An interview with the author of

MATH CLASS

Kelly Krumrie

MATH CLASS (Calamari Archive,ink. 2022)

Math Class


by Kelly Krumrie


ISBN 978-1-940853-15-4

92 pgs / $16

or get it from SPD

or get digital book (PDF) for $5:

Kelly Krumrie is a writer and teacher. Math Class is her first book.


[1]

Kelly Krumrie is the author of Math Class (Calamari Archive, 2022). Her creative and critical writing is forthcoming from or appears in journals such as Harp & Altar, DIAGRAM, Annulet, Full Stop, and Black Warrior Review. She also writes a column on math and science in art and literature for Tarpaulin Sky Magazine called figuring. She holds a PhD in English & Literary Arts from the University of Denver and lives in Denver.

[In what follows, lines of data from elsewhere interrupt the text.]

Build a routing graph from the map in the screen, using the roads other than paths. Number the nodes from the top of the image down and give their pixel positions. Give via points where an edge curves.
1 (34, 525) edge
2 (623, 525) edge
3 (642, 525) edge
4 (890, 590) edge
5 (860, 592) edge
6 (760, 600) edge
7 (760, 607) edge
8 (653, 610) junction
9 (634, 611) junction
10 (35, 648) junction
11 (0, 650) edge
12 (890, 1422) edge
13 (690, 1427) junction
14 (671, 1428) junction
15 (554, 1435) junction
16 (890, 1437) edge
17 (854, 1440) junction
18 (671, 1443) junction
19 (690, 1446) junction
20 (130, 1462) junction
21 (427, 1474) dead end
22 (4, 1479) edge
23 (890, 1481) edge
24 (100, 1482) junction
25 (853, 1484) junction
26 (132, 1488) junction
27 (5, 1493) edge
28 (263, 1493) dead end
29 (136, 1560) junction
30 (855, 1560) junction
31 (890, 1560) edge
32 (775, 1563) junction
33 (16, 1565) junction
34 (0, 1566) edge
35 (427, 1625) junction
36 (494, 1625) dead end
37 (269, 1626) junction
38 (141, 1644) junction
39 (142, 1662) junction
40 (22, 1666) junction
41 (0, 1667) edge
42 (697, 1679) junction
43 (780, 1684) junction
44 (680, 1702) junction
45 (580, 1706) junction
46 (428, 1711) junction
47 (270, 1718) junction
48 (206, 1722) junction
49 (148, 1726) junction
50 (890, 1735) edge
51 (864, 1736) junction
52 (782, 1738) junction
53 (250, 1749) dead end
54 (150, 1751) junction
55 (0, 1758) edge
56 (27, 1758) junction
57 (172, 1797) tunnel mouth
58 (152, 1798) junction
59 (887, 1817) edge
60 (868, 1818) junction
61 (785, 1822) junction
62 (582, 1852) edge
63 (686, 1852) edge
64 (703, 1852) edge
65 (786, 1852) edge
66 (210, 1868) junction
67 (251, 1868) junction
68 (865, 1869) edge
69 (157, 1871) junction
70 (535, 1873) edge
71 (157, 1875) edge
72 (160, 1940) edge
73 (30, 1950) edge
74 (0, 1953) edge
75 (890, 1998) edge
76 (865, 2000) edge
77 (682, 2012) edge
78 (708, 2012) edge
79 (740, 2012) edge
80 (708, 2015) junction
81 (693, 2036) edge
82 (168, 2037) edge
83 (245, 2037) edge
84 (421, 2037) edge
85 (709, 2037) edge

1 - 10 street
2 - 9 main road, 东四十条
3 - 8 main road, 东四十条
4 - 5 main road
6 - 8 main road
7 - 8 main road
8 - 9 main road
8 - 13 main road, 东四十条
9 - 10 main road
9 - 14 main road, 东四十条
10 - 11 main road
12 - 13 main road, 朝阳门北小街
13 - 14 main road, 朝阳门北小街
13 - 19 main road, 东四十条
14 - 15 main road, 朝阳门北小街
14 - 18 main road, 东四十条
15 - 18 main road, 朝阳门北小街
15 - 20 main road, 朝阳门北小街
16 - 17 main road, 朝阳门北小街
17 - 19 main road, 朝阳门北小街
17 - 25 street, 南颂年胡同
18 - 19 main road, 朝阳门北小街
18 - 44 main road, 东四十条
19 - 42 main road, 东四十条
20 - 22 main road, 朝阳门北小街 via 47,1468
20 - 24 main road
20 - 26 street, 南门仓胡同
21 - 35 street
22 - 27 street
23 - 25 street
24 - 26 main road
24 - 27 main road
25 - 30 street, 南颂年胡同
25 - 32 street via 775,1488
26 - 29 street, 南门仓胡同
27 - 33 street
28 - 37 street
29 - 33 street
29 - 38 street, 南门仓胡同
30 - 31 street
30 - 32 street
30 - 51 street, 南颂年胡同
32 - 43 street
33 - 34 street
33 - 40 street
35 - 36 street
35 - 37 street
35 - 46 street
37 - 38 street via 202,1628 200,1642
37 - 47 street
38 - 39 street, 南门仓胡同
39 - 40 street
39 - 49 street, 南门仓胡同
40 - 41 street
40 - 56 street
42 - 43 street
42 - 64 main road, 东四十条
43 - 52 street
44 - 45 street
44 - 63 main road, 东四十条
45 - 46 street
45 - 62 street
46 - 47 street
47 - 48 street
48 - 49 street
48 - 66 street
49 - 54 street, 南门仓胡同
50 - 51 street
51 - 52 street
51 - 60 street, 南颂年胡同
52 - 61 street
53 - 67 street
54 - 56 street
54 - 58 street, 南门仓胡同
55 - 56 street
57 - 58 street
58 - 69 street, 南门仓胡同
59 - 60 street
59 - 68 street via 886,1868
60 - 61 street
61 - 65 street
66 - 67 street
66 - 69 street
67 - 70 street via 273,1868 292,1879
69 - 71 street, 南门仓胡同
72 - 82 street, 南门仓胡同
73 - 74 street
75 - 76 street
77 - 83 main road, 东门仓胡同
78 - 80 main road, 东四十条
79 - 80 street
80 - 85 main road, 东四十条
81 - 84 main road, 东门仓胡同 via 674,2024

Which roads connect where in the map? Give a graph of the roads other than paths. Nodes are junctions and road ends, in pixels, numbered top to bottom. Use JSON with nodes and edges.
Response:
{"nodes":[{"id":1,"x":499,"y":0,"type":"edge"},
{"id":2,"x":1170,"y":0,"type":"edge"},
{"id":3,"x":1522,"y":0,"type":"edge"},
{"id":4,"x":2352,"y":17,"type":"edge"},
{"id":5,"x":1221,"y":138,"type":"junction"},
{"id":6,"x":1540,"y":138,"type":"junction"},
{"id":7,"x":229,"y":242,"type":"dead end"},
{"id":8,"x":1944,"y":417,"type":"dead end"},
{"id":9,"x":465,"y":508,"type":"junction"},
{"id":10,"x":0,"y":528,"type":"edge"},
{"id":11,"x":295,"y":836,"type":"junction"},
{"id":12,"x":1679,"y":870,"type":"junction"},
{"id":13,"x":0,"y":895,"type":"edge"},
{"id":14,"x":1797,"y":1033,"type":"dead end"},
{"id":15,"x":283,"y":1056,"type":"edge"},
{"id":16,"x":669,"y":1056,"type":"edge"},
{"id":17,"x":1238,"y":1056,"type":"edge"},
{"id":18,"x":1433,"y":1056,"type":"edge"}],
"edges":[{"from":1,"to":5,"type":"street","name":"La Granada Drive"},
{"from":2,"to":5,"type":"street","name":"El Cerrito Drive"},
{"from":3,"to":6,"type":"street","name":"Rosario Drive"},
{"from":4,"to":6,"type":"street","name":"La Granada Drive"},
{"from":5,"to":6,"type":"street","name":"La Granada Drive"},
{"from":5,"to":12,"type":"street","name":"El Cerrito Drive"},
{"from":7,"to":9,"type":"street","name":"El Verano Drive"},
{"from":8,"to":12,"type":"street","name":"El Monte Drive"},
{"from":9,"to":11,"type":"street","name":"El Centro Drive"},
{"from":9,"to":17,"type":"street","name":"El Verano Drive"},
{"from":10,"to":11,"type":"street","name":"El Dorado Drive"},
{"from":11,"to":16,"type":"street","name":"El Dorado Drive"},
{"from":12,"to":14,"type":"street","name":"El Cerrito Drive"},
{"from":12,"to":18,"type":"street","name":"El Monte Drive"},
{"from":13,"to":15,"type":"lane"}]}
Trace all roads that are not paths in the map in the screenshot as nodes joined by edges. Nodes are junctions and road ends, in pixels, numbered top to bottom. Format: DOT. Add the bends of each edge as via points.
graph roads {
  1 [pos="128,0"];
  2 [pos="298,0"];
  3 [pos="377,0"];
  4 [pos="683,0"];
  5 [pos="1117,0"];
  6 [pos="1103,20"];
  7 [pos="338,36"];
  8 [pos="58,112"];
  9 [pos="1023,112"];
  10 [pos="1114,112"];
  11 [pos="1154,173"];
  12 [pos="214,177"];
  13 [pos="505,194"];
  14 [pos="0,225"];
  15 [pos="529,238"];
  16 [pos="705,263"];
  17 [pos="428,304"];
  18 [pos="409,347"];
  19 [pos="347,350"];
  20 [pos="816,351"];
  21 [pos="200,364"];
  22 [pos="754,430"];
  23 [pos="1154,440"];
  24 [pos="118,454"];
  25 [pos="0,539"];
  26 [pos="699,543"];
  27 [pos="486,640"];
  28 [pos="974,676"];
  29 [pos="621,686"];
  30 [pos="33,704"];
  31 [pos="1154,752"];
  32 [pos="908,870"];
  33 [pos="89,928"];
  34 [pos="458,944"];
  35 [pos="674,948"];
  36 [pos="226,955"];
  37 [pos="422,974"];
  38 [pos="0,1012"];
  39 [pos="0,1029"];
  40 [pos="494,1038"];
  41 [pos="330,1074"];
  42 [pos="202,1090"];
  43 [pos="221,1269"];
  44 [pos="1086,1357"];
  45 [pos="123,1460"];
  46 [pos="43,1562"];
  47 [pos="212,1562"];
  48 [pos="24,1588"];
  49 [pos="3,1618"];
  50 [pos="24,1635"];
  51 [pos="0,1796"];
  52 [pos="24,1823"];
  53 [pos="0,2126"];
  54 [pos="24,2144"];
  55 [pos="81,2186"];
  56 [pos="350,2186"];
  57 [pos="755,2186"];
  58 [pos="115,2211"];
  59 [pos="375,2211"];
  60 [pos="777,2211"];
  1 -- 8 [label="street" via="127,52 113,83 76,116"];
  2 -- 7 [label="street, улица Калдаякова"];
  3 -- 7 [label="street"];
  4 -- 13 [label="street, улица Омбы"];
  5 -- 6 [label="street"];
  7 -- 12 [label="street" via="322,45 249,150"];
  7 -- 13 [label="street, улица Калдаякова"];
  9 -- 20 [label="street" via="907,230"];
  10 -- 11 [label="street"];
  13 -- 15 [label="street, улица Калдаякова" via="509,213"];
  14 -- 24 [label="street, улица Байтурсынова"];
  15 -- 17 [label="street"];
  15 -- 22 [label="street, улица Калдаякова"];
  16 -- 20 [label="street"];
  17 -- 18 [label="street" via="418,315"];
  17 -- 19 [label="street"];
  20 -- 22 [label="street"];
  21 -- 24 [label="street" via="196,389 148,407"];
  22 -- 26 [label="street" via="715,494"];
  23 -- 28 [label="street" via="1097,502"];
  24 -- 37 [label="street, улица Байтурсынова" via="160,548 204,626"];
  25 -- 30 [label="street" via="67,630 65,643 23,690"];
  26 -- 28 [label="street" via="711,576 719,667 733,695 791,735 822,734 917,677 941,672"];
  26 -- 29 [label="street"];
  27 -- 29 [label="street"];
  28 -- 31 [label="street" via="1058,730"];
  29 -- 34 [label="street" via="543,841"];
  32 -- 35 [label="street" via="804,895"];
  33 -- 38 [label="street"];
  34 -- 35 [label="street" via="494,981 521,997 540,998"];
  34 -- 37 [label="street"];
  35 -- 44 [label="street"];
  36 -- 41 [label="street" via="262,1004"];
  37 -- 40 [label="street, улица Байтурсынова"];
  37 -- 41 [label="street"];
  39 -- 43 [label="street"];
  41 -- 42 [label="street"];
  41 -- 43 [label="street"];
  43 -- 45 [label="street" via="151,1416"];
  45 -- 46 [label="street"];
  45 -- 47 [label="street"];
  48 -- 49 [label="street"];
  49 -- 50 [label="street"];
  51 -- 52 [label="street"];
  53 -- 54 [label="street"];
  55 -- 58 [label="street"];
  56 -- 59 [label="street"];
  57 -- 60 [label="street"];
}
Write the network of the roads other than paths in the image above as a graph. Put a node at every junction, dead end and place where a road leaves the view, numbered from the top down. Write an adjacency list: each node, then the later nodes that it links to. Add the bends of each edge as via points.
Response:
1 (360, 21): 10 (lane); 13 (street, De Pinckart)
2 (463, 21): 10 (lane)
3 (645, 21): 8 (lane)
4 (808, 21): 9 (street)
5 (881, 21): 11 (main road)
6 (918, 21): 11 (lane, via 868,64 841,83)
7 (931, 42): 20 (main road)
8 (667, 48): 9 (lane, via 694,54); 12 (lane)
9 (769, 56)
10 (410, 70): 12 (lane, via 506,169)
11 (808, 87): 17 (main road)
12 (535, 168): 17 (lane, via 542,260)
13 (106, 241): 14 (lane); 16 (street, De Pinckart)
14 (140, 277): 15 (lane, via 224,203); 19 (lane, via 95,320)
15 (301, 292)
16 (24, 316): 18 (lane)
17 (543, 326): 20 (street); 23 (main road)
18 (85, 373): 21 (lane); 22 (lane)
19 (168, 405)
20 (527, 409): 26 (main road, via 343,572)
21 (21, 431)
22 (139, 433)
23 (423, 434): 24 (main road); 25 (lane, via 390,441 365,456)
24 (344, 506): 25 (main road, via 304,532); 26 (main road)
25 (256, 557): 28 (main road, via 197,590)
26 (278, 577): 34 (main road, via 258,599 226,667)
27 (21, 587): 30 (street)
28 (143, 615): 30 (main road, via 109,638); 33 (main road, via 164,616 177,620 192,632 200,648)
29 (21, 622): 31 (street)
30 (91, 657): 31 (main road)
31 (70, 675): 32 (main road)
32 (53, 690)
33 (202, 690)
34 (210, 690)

I was lucky enough to have the opportunity to have a conversation with this wonderful author. Please do check out the links to her new book MATHCLASS HERE: MATH CLASS (Calamari Archive,ink. 2022) and a shout out to the wonderful publishing house of her debut CALAMARI ARCHIVE, INK go check ou the work they are doing, (and have been for some time) in publishing underground works of literature and music.

-

░Fin░Sorrel░ : Thank you, Kelly, for agreeing to do this interview. I am so excited to get to talk with you. I was reading some amazing work that Derek white presents on CALAMARI PRESS and stumbled onto your name. I like your work and am interested in some of your writing habits.After you’ve created a piece of text, where (in your opinion) are the most interesting platforms to share work?


🅺elly 🅺rumrie: Do you mean social media platforms? Or publishers? I compose in a notebook, and then I type it into my computer. I’ve toyed with using a typewriter as a middle space. Once a piece is in the computer, I might send it out to journals, depending on the thing, but that’s the only place it gets shared. Well, once there, published, I’ll post it to Instagram or Twitter, but I don’t usually share unpublished work, except with a friend, I guess, or sometimes at readings I’ll read something in process. I submit work pretty widely because I write in a few different forms, and it’s true that different places are for different things.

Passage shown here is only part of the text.